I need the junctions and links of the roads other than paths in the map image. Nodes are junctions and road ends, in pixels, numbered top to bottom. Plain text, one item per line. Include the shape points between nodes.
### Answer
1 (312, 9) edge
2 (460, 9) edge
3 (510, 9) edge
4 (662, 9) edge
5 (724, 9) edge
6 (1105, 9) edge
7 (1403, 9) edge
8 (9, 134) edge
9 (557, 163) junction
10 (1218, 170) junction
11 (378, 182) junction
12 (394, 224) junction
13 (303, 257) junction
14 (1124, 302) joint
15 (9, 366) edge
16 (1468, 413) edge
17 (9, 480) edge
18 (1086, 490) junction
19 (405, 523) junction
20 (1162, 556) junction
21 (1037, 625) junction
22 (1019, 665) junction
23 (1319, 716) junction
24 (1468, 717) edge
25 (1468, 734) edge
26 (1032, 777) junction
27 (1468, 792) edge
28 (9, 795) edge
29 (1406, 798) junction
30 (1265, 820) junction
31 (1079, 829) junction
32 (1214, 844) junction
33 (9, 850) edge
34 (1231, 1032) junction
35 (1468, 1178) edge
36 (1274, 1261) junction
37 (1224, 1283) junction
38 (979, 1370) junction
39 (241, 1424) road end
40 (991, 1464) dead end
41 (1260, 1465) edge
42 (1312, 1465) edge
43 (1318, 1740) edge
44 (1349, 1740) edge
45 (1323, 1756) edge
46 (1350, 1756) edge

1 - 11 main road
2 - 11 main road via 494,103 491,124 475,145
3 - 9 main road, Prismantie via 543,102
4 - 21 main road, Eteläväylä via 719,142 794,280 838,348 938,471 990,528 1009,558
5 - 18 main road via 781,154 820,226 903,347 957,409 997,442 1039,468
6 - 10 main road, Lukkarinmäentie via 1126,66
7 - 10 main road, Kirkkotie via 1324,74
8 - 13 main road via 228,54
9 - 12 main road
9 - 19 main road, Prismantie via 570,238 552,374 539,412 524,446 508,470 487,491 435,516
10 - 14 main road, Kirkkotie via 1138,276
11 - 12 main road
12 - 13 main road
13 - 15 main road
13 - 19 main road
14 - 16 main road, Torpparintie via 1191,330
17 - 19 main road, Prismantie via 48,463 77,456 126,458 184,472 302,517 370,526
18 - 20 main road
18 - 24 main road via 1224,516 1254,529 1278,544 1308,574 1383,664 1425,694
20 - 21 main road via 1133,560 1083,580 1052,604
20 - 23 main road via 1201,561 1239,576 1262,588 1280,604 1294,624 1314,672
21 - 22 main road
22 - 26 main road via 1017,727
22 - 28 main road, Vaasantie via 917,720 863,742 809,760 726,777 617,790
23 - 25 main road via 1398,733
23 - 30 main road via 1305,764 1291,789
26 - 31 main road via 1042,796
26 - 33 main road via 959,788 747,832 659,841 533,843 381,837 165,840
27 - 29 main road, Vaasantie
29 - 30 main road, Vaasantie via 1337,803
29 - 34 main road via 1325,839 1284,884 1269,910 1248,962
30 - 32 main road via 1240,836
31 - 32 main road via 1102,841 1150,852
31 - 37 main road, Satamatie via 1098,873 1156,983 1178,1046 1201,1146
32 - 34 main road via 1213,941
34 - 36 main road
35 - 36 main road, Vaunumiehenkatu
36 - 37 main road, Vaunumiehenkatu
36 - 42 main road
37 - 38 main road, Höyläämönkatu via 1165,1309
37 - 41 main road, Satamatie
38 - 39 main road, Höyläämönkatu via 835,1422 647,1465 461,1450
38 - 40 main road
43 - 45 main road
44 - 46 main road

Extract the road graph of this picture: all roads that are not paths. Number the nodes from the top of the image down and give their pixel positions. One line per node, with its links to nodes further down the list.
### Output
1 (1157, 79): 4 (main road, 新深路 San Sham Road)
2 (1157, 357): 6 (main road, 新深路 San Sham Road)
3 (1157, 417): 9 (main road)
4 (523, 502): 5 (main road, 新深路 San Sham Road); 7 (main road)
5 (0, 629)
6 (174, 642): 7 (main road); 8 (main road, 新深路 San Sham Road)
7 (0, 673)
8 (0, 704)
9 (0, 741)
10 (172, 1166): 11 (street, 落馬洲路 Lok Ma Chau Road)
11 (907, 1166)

Assigned task -
Check all the records above and select each line where the string "Prismantie" is found.

Response to this task -
3 - 9 main road, Prismantie via 543,102
9 - 19 main road, Prismantie via 570,238 552,374 539,412 524,446 508,470 487,491 435,516
17 - 19 main road, Prismantie via 48,463 77,456 126,458 184,472 302,517 370,526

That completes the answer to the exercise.